**Task directions**
This exercise calls for an exact copy of the data below.

**Source information**

::::::

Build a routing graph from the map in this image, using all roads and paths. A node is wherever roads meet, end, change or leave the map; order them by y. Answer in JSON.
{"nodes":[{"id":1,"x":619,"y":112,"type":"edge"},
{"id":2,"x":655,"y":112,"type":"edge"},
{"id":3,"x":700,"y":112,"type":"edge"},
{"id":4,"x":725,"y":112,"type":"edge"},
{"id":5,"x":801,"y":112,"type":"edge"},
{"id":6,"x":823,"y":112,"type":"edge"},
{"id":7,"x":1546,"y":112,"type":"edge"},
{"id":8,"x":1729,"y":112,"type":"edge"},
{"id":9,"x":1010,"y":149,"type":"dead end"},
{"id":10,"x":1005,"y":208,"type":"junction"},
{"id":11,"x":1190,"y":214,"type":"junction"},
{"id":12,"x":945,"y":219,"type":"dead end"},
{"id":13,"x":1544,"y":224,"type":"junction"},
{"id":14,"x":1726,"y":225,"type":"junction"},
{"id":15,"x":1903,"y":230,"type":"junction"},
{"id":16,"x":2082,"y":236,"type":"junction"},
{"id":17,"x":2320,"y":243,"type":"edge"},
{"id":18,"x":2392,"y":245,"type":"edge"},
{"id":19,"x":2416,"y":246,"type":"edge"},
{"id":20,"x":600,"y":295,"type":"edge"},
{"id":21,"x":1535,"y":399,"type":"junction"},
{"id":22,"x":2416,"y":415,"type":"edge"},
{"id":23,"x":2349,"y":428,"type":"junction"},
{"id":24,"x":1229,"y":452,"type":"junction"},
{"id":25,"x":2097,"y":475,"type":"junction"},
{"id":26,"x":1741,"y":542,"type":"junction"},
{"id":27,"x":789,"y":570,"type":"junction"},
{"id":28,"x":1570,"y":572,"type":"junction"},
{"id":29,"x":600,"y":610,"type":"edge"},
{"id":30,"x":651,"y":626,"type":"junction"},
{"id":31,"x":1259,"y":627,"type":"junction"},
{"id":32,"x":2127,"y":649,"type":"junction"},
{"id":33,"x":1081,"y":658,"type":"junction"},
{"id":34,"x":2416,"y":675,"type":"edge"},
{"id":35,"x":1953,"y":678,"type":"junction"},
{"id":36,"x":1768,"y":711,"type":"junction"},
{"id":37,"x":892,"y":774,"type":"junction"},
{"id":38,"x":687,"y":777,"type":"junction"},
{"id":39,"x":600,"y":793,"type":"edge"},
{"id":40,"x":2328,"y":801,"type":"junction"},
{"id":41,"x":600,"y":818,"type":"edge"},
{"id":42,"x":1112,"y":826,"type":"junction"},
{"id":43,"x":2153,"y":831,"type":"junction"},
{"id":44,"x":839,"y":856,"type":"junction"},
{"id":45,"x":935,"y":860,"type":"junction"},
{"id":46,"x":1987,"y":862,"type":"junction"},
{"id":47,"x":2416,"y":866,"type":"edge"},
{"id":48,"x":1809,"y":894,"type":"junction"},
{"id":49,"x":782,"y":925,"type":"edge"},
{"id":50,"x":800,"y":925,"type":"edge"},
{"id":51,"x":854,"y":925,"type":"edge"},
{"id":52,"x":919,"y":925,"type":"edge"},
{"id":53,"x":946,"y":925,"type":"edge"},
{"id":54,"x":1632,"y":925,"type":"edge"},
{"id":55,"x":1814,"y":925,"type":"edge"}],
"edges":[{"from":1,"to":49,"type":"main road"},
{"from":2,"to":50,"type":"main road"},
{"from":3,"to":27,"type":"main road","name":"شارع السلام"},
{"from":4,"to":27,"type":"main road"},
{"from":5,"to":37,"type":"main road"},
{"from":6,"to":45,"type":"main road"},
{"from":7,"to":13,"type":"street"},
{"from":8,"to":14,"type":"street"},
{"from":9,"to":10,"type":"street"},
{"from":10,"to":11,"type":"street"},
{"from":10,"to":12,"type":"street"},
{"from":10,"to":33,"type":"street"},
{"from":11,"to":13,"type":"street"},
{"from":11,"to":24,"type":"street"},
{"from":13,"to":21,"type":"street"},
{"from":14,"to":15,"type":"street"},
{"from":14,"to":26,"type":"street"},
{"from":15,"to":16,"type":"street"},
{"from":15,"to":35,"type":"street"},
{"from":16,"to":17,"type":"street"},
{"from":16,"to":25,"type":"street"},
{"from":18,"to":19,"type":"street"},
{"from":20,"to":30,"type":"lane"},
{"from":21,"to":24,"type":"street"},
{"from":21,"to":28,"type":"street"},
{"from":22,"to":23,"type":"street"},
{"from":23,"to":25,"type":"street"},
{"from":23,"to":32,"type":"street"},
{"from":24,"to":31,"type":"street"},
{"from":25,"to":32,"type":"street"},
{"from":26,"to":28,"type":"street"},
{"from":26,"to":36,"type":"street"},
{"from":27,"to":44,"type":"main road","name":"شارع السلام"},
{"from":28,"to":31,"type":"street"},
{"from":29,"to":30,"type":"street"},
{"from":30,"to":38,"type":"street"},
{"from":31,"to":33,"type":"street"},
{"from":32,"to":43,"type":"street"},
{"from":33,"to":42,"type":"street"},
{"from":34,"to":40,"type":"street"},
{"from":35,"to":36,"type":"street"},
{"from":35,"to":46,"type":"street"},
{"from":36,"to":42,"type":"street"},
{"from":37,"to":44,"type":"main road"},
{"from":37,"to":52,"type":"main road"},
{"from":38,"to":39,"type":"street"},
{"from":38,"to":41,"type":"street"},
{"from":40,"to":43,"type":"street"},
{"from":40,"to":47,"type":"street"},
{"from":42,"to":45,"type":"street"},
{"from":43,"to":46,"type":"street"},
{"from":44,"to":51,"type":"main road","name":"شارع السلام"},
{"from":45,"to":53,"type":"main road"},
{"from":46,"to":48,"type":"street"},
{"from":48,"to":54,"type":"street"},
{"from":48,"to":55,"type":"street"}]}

::::::

**Reply**
Build a routing graph from the map in this image, using all roads and paths. A node is wherever roads meet, end, change or leave the map; order them by y. Answer in JSON.
{"nodes":[{"id":1,"x":619,"y":112,"type":"edge"},
{"id":2,"x":655,"y":112,"type":"edge"},
{"id":3,"x":700,"y":112,"type":"edge"},
{"id":4,"x":725,"y":112,"type":"edge"},
{"id":5,"x":801,"y":112,"type":"edge"},
{"id":6,"x":823,"y":112,"type":"edge"},
{"id":7,"x":1546,"y":112,"type":"edge"},
{"id":8,"x":1729,"y":112,"type":"edge"},
{"id":9,"x":1010,"y":149,"type":"dead end"},
{"id":10,"x":1005,"y":208,"type":"junction"},
{"id":11,"x":1190,"y":214,"type":"junction"},
{"id":12,"x":945,"y":219,"type":"dead end"},
{"id":13,"x":1544,"y":224,"type":"junction"},
{"id":14,"x":1726,"y":225,"type":"junction"},
{"id":15,"x":1903,"y":230,"type":"junction"},
{"id":16,"x":2082,"y":236,"type":"junction"},
{"id":17,"x":2320,"y":243,"type":"edge"},
{"id":18,"x":2392,"y":245,"type":"edge"},
{"id":19,"x":2416,"y":246,"type":"edge"},
{"id":20,"x":600,"y":295,"type":"edge"},
{"id":21,"x":1535,"y":399,"type":"junction"},
{"id":22,"x":2416,"y":415,"type":"edge"},
{"id":23,"x":2349,"y":428,"type":"junction"},
{"id":24,"x":1229,"y":452,"type":"junction"},
{"id":25,"x":2097,"y":475,"type":"junction"},
{"id":26,"x":1741,"y":542,"type":"junction"},
{"id":27,"x":789,"y":570,"type":"junction"},
{"id":28,"x":1570,"y":572,"type":"junction"},
{"id":29,"x":600,"y":610,"type":"edge"},
{"id":30,"x":651,"y":626,"type":"junction"},
{"id":31,"x":1259,"y":627,"type":"junction"},
{"id":32,"x":2127,"y":649,"type":"junction"},
{"id":33,"x":1081,"y":658,"type":"junction"},
{"id":34,"x":2416,"y":675,"type":"edge"},
{"id":35,"x":1953,"y":678,"type":"junction"},
{"id":36,"x":1768,"y":711,"type":"junction"},
{"id":37,"x":892,"y":774,"type":"junction"},
{"id":38,"x":687,"y":777,"type":"junction"},
{"id":39,"x":600,"y":793,"type":"edge"},
{"id":40,"x":2328,"y":801,"type":"junction"},
{"id":41,"x":600,"y":818,"type":"edge"},
{"id":42,"x":1112,"y":826,"type":"junction"},
{"id":43,"x":2153,"y":831,"type":"junction"},
{"id":44,"x":839,"y":856,"type":"junction"},
{"id":45,"x":935,"y":860,"type":"junction"},
{"id":46,"x":1987,"y":862,"type":"junction"},
{"id":47,"x":2416,"y":866,"type":"edge"},
{"id":48,"x":1809,"y":894,"type":"junction"},
{"id":49,"x":782,"y":925,"type":"edge"},
{"id":50,"x":800,"y":925,"type":"edge"},
{"id":51,"x":854,"y":925,"type":"edge"},
{"id":52,"x":919,"y":925,"type":"edge"},
{"id":53,"x":946,"y":925,"type":"edge"},
{"id":54,"x":1632,"y":925,"type":"edge"},
{"id":55,"x":1814,"y":925,"type":"edge"}],
"edges":[{"from":1,"to":49,"type":"main road"},
{"from":2,"to":50,"type":"main road"},
{"from":3,"to":27,"type":"main road","name":"شارع السلام"},
{"from":4,"to":27,"type":"main road"},
{"from":5,"to":37,"type":"main road"},
{"from":6,"to":45,"type":"main road"},
{"from":7,"to":13,"type":"street"},
{"from":8,"to":14,"type":"street"},
{"from":9,"to":10,"type":"street"},
{"from":10,"to":11,"type":"street"},
{"from":10,"to":12,"type":"street"},
{"from":10,"to":33,"type":"street"},
{"from":11,"to":13,"type":"street"},
{"from":11,"to":24,"type":"street"},
{"from":13,"to":21,"type":"street"},
{"from":14,"to":15,"type":"street"},
{"from":14,"to":26,"type":"street"},
{"from":15,"to":16,"type":"street"},
{"from":15,"to":35,"type":"street"},
{"from":16,"to":17,"type":"street"},
{"from":16,"to":25,"type":"street"},
{"from":18,"to":19,"type":"street"},
{"from":20,"to":30,"type":"lane"},
{"from":21,"to":24,"type":"street"},
{"from":21,"to":28,"type":"street"},
{"from":22,"to":23,"type":"street"},
{"from":23,"to":25,"type":"street"},
{"from":23,"to":32,"type":"street"},
{"from":24,"to":31,"type":"street"},
{"from":25,"to":32,"type":"street"},
{"from":26,"to":28,"type":"street"},
{"from":26,"to":36,"type":"street"},
{"from":27,"to":44,"type":"main road","name":"شارع السلام"},
{"from":28,"to":31,"type":"street"},
{"from":29,"to":30,"type":"street"},
{"from":30,"to":38,"type":"street"},
{"from":31,"to":33,"type":"street"},
{"from":32,"to":43,"type":"street"},
{"from":33,"to":42,"type":"street"},
{"from":34,"to":40,"type":"street"},
{"from":35,"to":36,"type":"street"},
{"from":35,"to":46,"type":"street"},
{"from":36,"to":42,"type":"street"},
{"from":37,"to":44,"type":"main road"},
{"from":37,"to":52,"type":"main road"},
{"from":38,"to":39,"type":"street"},
{"from":38,"to":41,"type":"street"},
{"from":40,"to":43,"type":"street"},
{"from":40,"to":47,"type":"street"},
{"from":42,"to":45,"type":"street"},
{"from":43,"to":46,"type":"street"},
{"from":44,"to":51,"type":"main road","name":"شارع السلام"},
{"from":45,"to":53,"type":"main road"},
{"from":46,"to":48,"type":"street"},
{"from":48,"to":54,"type":"street"},
{"from":48,"to":55,"type":"street"}]}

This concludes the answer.